Saturday, March 17, 2007

today : I do a lot of work for charidee

Well done to all the people who stage the Red Nose Day telethon. They are, apparently, sincere, giving people whose generosity cannot be called into question. I put what I could in a collection bucket to support the cause.

Just don't expect me to actually watch the show. The problem is that is Red Nose Day (and pretty much all) telethons are so predictable that there is no point wasting time actually watching them. The format never changes. And seeing newsreaders in sparkly costumes, sports presenters performing karaoke, pop stars doing videos with mugging comedians in the background, 'celebrity' guest stars appearing in sketch show sketches and all the other telethon staples is just not interesting or entertaining anymore. In the 20 years since Live Aid the power of watching celebs hugging aids babies in Africa ("this was the most life-changing thing I've ever done" - even more life changing than the Barclays Bank ad that paid off my mortgage), visiting well-digging projects and doling up porridge in homeless shelters to the backing of 'sensitive' acoustic music and sincere imploring voice-overs has diminished almost to zero. Not that these aren't supremely worthy causes, but I know what close up shots of undernourished African children with flies landing on their faces looks like. They've been on my TV screen for as long as I can remember. I know the world is a nasty, unfair place because it's on the news for 24 hours every day.
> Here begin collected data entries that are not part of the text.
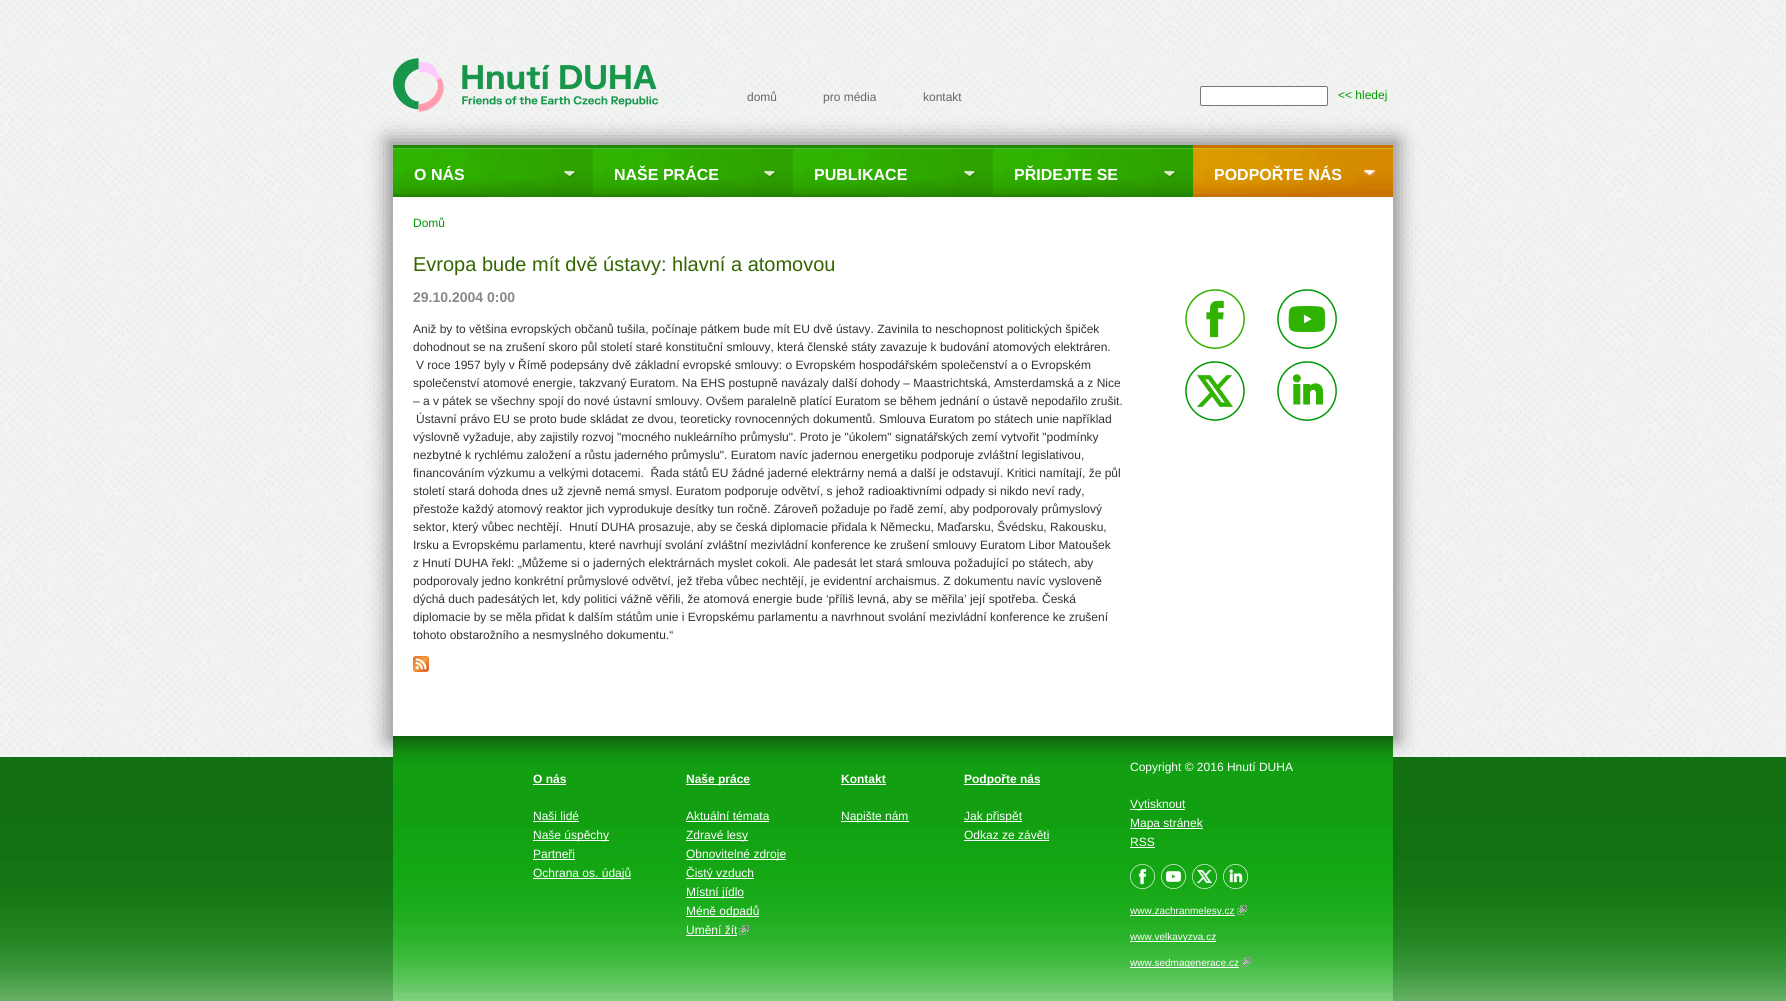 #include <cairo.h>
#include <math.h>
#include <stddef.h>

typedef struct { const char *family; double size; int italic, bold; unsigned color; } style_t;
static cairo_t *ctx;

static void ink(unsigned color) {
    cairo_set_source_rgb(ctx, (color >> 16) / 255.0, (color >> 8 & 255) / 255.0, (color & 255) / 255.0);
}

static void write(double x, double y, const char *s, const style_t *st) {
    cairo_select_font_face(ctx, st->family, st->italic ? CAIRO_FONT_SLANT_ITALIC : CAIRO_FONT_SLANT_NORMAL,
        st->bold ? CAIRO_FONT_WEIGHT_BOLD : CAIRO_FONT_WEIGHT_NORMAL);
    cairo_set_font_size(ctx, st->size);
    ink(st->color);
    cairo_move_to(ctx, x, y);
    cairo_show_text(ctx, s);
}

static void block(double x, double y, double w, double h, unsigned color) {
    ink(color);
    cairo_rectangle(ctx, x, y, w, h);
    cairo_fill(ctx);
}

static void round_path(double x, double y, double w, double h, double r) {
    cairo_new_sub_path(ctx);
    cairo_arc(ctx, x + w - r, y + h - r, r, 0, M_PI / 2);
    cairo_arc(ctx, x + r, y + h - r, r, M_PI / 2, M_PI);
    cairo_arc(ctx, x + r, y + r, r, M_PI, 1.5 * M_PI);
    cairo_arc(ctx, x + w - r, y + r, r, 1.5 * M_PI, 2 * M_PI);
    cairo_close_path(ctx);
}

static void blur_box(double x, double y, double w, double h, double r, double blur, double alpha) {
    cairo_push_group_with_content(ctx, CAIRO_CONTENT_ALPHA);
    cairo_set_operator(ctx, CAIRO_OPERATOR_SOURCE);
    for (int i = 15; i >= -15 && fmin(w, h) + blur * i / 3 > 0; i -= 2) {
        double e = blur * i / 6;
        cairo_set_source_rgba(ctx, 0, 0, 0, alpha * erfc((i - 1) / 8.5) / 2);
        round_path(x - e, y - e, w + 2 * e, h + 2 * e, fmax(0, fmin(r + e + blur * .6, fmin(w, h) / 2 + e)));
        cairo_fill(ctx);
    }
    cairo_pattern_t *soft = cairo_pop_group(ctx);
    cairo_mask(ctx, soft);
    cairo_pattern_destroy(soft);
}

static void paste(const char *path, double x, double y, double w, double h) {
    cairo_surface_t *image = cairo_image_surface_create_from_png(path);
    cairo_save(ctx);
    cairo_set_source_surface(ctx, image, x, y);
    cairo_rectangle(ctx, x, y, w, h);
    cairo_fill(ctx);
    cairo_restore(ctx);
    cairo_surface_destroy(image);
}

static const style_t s1 = {"Liberation Sans", 12, 0, 0, 0x666666};
static const style_t s2 = {"Liberation Sans", 12, 0, 0, 0x009900};
static const style_t s3 = {"Liberation Sans", 16, 0, 1, 0xffffff};
static const style_t s4 = {"Liberation Sans", 20, 0, 0, 0x336600};
static const style_t s5 = {"Liberation Sans", 14, 0, 1, 0x888888};
static const style_t s6 = {"Liberation Sans", 12, 0, 0, 0x333333};
static const style_t s7 = {"Liberation Sans", 12, 0, 1, 0xffffff};
static const style_t s8 = {"Liberation Sans", 12, 0, 0, 0xffffff};
static const style_t s9 = {"Liberation Sans", 10, 0, 0, 0xffffff};

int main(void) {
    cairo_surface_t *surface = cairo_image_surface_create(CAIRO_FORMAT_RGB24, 1786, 1001);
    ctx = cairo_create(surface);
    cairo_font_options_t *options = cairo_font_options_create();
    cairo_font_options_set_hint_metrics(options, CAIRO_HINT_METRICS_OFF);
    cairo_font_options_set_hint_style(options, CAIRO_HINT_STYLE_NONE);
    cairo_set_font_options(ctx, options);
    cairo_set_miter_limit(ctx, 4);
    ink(0xffffff);
    cairo_paint(ctx);
    paste("pic1.png", 0, 0, 1786, 757);
    ink(0x888888);
    blur_box(388, 140, 1010, 601, 0, 10, 1);
    paste("pic2.png", 393, 58, 265, 54);
    write(747, 101, "domů", &s1);
    write(823, 101, "pro média", &s1);
    write(923, 101, "kontakt", &s1);
    ink(0xffffff);
    round_path(1200.5, 86.5, 127, 19, 1.5);
    cairo_fill_preserve(ctx);
    ink(0x767676);
    cairo_set_line_width(ctx, 1);
    cairo_stroke(ctx);
    write(1338, 99, "<< hledej", &s2);
    block(393, 197, 1000, 539, 0xffffff);
    paste("pic3.png", 393, 145, 200, 52);
    write(414, 180, "O NÁS", &s3);
    paste("pic3.png", 593, 145, 200, 52);
    write(614, 180, "NAŠE PRÁCE", &s3);
    paste("pic3.png", 793, 145, 200, 52);
    write(814, 180, "PUBLIKACE", &s3);
    paste("pic3.png", 993, 145, 200, 52);
    write(1014, 180, "PŘIDEJTE SE", &s3);
    paste("pic4.png", 1193, 145, 200, 52);
    write(1214, 180, "PODPOŘTE NÁS", &s3);
    write(413, 227, "Domů", &s2);
    write(413, 271, "Evropa bude mít dvě ústavy: hlavní a atomovou", &s4);
    write(413, 302, "29.10.2004 0:00", &s5);
    write(413, 333, "Aniž by to většina evropských občanů tušila, počínaje pátkem bude mít EU dvě ústavy. Zavinila to neschopnost politických špiček", &s6);
    write(413, 351, "dohodnout se na zrušení skoro půl století staré konstituční smlouvy, která členské státy zavazuje k budování atomových elektráren.", &s6);
    write(416, 369, "V roce 1957 byly v Římě podepsány dvě základní evropské smlouvy: o Evropském hospodářském společenství a o Evropském", &s6);
    write(413, 387, "společenství atomové energie, takzvaný Euratom. Na EHS postupně navázaly další dohody – Maastrichtská, Amsterdamská a z Nice", &s6);
    write(413, 405, "– a v pátek se všechny spojí do nové ústavní smlouvy. Ovšem paralelně platící Euratom se během jednání o ústavě nepodařilo zrušit.", &s6);
    write(416, 423, "Ústavní právo EU se proto bude skládat ze dvou, teoreticky rovnocenných dokumentů. Smlouva Euratom po státech unie například", &s6);
    write(413, 441, "výslovně vyžaduje, aby zajistily rozvoj \"mocného nukleárního průmyslu\". Proto je \"úkolem\" signatářských zemí vytvořit \"podmínky", &s6);
    write(413, 459, "nezbytné k rychlému založení a růstu jaderného průmyslu\". Euratom navíc jadernou energetiku podporuje zvláštní legislativou,", &s6);
    write(413, 477, "financováním výzkumu a velkými dotacemi.  Řada států EU žádné jaderné elektrárny nemá a další je odstavují. Kritici namítají, že půl", &s6);
    write(413, 495, "století stará dohoda dnes už zjevně nemá smysl. Euratom podporuje odvětví, s jehož radioaktivními odpady si nikdo neví rady,", &s6);
    write(413, 513, "přestože každý atomový reaktor jich vyprodukuje desítky tun ročně. Zároveň požaduje po řadě zemí, aby podporovaly průmyslový", &s6);
    write(413, 531, "sektor, který vůbec nechtějí.  Hnutí DUHA prosazuje, aby se česká diplomacie přidala k Německu, Maďarsku, Švédsku, Rakousku,", &s6);
    write(413, 549, "Irsku a Evropskému parlamentu, které navrhují svolání zvláštní mezivládní konference ke zrušení smlouvy Euratom Libor Matoušek", &s6);
    write(413, 567, "z Hnutí DUHA řekl: „Můžeme si o jaderných elektrárnách myslet cokoli. Ale padesát let stará smlouva požadující po státech, aby", &s6);
    write(413, 585, "podporovaly jedno konkrétní průmyslové odvětví, jež třeba vůbec nechtějí, je evidentní archaismus. Z dokumentu navíc vysloveně", &s6);
    write(413, 603, "dýchá duch padesátých let, kdy politici vážně věřili, že atomová energie bude ‘příliš levná, aby se měřila’ její spotřeba. Česká", &s6);
    write(413, 621, "diplomacie by se měla přidat k dalším státům unie i Evropskému parlamentu a navrhnout svolání mezivládní konference ke zrušení", &s6);
    write(413, 639, "tohoto obstarožního a nesmyslného dokumentu.“", &s6);
    paste("pic5.png", 413, 656, 16, 16);
    paste("pic6.png", 1185, 289, 60, 60);
    paste("pic7.png", 1277, 289, 60, 60);
    paste("pic8.png", 1185, 361, 60, 60);
    paste("pic9.png", 1277, 361, 60, 60);
    paste("pic10.png", 0, 757, 1786, 244);
    paste("pic11.png", 393, 736, 1000, 265);
    write(533, 783, "O nás", &s7);
    block(533, 784, 33, 1, 0xffffff);
    write(533, 820, "Naši lidé", &s8);
    block(533, 821, 46, 1, 0xffffff);
    block(533, 840, 76, 1, 0xffffff);
    write(533, 839, "Naše úspěchy", &s8);
    write(533, 858, "Partneři", &s8);
    block(533, 859, 42, 1, 0xffffff);
    block(533, 878, 98, 1, 0xffffff);
    write(533, 877, "Ochrana os. údajů", &s8);
    block(686, 784, 64, 1, 0xffffff);
    write(686, 783, "Naše práce", &s7);
    write(686, 820, "Aktuální témata", &s8);
    block(686, 821, 83, 1, 0xffffff);
    block(686, 840, 62, 1, 0xffffff);
    write(686, 839, "Zdravé lesy", &s8);
    block(686, 859, 100, 1, 0xffffff);
    write(686, 858, "Obnovitelné zdroje", &s8);
    block(686, 878, 68, 1, 0xffffff);
    write(686, 877, "Čistý vzduch", &s8);
    block(686, 897, 58, 1, 0xffffff);
    write(686, 896, "Místní jídlo", &s8);
    block(686, 916, 73, 1, 0xffffff);
    write(686, 915, "Méně odpadů", &s8);
    write(686, 934, "Umění žít", &s8);
    block(686, 935, 51, 1, 0xffffff);
    paste("pic12.png", 739, 925, 10, 10);
    write(841, 783, "Kontakt", &s7);
    block(841, 784, 45, 1, 0xffffff);
    block(841, 821, 68, 1, 0xffffff);
    write(841, 820, "Napište nám", &s8);
    block(964, 784, 76, 1, 0xffffff);
    write(964, 783, "Podpořte nás", &s7);
    block(964, 821, 58, 1, 0xffffff);
    write(964, 820, "Jak přispět", &s8);
    write(964, 839, "Odkaz ze závěti", &s8);
    block(964, 840, 85, 1, 0xffffff);
    write(1130, 771, "Copyright © 2016 Hnutí DUHA", &s8);
    block(1130, 809, 55, 1, 0xffffff);
    write(1130, 808, "Vytisknout", &s8);
    block(1130, 828, 73, 1, 0xffffff);
    write(1130, 827, "Mapa stránek", &s8);
    write(1130, 846, "RSS", &s8);
    block(1130, 847, 25, 1, 0xffffff);
    paste("pic13.png", 1130, 864, 25, 25);
    paste("pic14.png", 1161, 864, 25, 25);
    paste("pic15.png", 1192, 864, 25, 25);
    paste("pic16.png", 1223, 864, 25, 25);
    block(1130, 915, 105, 1, 0xffffff);
    write(1130, 914, "www.zachranmelesy.cz", &s9);
    paste("pic17.png", 1237, 905, 10, 10);
    block(1130, 941, 86, 1, 0xffffff);
    write(1130, 940, "www.velkavyzva.cz", &s9);
    block(1130, 967, 109, 1, 0xffffff);
    write(1130, 966, "www.sedmagenerace.cz", &s9);
    paste("pic18.png", 1241, 957, 10, 10);
    cairo_surface_write_to_png(surface, "screenshot.png");
    cairo_font_options_destroy(options);
    cairo_destroy(ctx);
    cairo_surface_destroy(surface);
    return 0;
}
In total Comic Relief day raises roughly £1 for every person in the country. Defence spending per person per year from tax is £520. In fact, collectively in the UK we pay £70 per person per year on Overseas Aid anyway. This sum is pretty small compared to most countries but still three times more then the US gives (as a percentage of GDP - the UK gives about 0.3%, the US 0.1%, the Netherlands gives 0.8%). Anyone can look up these figures, and what they suggest is that, worthy as it is, a bi-yearly telethon is literally a drop in the ocean attached to a pretty unoriginal show. To make any real change needs a bigger and more attention grabbing gesture than Kate Moss saying three lines in a comedy sketch.